Authors: Torquil MacLeod
‘What are you on?’
‘A wave of contempt for you. I knew you were rotten, but even I didn’t think you’d go as far as murder.’
Westermark took a step towards her, and Anita thought he was going to strike her. He didn’t, though for a moment he hovered menacingly over her. Then the old confidence returned. Even the self-satisfied smile.
‘And how have you worked this out, exactly?’
‘It wasn’t me. It was Henrik. It all started with the interview you both conducted with Björn.’
‘That was straightforward enough. The professor talked himself into a cell, if I remember correctly.’
‘I listened to it over and over again and, at first, I couldn’t understand what Nordlund was on about.
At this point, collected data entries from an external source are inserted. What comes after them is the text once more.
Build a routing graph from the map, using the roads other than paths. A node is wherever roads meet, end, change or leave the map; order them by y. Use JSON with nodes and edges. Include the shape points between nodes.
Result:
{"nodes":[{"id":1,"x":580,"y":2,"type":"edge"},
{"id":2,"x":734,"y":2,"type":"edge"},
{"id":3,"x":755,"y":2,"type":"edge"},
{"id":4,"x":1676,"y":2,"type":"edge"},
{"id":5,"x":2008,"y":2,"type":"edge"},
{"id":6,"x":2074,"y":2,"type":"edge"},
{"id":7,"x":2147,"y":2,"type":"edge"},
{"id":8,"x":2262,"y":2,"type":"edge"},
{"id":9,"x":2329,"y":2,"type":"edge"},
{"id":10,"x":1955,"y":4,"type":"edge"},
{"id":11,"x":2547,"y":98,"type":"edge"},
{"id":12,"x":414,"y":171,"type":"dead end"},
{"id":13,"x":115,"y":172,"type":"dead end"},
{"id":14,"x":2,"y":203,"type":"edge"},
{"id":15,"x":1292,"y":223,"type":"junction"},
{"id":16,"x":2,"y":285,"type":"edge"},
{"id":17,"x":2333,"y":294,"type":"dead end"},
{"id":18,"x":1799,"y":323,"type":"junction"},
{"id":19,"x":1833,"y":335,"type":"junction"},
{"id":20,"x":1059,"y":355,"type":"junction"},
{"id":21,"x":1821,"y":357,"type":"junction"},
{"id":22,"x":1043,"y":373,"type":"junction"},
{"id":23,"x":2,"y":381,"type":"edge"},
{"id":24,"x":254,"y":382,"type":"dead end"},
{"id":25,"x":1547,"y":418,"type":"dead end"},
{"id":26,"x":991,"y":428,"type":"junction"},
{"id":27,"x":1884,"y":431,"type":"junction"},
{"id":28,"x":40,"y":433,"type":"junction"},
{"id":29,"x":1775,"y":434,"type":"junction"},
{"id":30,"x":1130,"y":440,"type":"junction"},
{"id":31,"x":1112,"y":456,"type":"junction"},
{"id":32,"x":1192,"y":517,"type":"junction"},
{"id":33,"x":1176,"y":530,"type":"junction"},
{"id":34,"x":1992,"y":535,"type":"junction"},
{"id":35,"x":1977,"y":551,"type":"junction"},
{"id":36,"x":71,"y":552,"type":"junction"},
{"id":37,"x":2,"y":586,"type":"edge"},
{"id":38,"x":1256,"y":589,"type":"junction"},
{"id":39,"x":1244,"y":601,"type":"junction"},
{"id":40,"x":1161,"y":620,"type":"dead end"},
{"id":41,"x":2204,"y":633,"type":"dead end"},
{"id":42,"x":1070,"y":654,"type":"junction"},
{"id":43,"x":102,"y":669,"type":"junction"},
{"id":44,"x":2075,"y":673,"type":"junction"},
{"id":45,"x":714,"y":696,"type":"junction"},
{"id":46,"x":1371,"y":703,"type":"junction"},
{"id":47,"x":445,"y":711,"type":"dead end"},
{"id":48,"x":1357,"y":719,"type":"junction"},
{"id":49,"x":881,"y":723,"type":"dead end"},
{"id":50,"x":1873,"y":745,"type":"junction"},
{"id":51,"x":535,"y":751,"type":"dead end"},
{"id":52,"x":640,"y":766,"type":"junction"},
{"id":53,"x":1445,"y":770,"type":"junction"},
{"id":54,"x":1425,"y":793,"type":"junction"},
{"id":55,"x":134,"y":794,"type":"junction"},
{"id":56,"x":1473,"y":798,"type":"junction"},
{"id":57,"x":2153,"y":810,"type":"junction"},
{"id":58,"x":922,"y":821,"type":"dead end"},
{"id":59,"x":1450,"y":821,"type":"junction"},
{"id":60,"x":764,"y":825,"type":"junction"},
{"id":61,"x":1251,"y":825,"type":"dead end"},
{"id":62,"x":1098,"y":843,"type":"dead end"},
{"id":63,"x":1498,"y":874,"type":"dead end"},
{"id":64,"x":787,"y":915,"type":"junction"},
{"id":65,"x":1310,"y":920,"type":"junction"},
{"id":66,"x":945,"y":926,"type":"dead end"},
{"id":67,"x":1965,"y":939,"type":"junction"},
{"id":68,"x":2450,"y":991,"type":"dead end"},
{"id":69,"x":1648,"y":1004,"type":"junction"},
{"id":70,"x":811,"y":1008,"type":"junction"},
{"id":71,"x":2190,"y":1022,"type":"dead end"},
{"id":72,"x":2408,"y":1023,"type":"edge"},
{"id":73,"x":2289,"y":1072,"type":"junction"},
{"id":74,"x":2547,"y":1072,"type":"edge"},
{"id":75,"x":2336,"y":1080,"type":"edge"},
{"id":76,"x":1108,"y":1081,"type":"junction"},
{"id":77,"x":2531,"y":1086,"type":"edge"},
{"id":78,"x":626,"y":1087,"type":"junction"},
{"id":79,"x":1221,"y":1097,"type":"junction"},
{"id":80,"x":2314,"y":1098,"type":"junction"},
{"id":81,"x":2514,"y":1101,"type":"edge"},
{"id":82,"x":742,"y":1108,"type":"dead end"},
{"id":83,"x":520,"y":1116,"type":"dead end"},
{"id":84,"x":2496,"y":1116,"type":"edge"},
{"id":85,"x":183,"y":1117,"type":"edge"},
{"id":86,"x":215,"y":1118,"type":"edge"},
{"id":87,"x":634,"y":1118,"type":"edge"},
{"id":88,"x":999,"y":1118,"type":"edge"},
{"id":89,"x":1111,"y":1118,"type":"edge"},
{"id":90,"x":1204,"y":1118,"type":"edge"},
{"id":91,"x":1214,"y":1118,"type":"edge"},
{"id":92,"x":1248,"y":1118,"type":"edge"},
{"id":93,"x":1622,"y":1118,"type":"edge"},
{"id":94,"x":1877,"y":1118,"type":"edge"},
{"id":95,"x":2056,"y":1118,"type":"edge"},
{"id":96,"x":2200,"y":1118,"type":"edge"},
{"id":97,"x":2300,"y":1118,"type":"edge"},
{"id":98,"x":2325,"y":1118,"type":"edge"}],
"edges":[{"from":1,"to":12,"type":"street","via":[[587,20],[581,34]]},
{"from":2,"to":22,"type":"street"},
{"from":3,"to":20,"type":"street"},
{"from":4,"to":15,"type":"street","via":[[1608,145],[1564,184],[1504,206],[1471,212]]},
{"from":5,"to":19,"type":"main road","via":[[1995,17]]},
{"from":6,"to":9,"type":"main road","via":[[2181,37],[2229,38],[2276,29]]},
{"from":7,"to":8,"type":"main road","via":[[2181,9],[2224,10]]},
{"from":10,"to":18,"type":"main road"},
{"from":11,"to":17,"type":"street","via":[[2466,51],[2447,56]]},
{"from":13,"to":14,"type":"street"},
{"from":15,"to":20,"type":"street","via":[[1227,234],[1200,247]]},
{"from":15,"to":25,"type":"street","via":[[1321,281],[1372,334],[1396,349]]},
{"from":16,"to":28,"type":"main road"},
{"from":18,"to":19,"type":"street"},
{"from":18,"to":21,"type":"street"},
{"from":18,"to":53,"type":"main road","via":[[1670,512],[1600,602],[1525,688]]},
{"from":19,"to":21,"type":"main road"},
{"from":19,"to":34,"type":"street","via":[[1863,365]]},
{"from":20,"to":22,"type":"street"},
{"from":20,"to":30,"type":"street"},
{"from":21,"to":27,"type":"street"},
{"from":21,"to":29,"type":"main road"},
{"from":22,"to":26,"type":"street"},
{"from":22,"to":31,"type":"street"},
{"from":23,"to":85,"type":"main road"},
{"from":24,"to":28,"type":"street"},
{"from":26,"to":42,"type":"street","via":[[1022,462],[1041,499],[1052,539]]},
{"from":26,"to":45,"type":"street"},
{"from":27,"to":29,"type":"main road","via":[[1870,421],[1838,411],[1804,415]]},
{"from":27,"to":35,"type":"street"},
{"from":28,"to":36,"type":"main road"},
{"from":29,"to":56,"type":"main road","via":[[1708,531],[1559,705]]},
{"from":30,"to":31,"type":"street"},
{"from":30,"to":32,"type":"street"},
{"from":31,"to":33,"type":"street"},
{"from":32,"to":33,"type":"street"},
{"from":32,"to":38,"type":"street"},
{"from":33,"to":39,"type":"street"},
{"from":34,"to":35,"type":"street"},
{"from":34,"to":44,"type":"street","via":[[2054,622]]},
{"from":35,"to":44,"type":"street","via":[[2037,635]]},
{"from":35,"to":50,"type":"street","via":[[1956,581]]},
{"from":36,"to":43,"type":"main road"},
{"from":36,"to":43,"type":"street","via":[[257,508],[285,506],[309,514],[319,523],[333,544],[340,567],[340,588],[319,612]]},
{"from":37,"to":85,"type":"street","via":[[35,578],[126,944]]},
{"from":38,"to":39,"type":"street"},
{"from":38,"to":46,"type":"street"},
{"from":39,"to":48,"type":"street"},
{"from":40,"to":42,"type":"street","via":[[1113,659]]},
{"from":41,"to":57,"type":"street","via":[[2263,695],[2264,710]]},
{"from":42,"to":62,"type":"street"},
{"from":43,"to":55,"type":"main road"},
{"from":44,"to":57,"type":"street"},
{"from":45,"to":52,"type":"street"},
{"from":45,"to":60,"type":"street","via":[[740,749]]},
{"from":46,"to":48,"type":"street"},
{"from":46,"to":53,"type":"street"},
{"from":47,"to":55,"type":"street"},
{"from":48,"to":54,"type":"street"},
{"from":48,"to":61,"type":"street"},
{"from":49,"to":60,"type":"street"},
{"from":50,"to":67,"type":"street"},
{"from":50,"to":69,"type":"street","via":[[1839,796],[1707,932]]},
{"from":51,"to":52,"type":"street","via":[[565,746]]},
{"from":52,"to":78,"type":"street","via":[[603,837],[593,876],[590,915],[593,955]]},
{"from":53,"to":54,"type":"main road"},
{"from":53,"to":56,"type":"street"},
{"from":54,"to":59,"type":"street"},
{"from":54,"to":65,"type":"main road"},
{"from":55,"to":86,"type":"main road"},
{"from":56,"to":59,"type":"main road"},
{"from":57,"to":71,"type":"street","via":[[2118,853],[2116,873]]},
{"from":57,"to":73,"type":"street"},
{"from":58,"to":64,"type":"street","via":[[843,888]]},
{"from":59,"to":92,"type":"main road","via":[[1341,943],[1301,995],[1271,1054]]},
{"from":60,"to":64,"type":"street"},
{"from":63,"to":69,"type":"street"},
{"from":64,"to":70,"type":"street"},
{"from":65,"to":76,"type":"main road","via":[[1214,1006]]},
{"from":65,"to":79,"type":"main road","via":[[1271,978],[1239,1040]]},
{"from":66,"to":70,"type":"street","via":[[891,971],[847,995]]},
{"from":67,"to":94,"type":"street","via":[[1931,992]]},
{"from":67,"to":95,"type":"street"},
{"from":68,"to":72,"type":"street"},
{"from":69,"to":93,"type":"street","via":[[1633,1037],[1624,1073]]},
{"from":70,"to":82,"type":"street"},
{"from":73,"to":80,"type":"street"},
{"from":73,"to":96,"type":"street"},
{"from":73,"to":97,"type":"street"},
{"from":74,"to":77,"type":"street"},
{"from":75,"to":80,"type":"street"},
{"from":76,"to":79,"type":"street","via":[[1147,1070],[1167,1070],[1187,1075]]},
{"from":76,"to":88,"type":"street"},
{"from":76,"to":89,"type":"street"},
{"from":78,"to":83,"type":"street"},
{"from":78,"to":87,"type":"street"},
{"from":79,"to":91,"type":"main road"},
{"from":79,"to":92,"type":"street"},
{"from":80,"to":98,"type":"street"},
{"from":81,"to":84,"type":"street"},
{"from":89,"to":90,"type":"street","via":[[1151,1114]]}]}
Then it struck me. The fingerprints.’
‘Fingerprints?’
‘They’d been a problem from the beginning. Why had Björn gone to so much trouble to get rid of prints in the bedroom and key areas where the rapist must have been, yet left others to be found elsewhere in the apartment? And you gave the clue to Henrik yourself. You described Björn as an “amateur”.’
‘He was.’
‘I agree. But the person who cleaned up that apartment definitely wasn’t. He knew exactly what he was doing. Thulin’s findings confirmed that. It was a professional job by someone who knew what the forensics team would be looking for.’
‘Big deal. So the professor was more thorough than I gave him credit for. There’s no link to me.’
‘You’re right. But that thoroughness was enough to get Henrik thinking – and double-checking. He possibly didn’t have you in mind at that stage, but when he checked the CCTV footage and Jansson’s call log, which only you handled, and found the footage for the Moosehead pub in Lilla Torg had mysteriously gone missing, he started to put two and two together. I’ve been doing the same digging, Karl, and I’ve come up with four as well.’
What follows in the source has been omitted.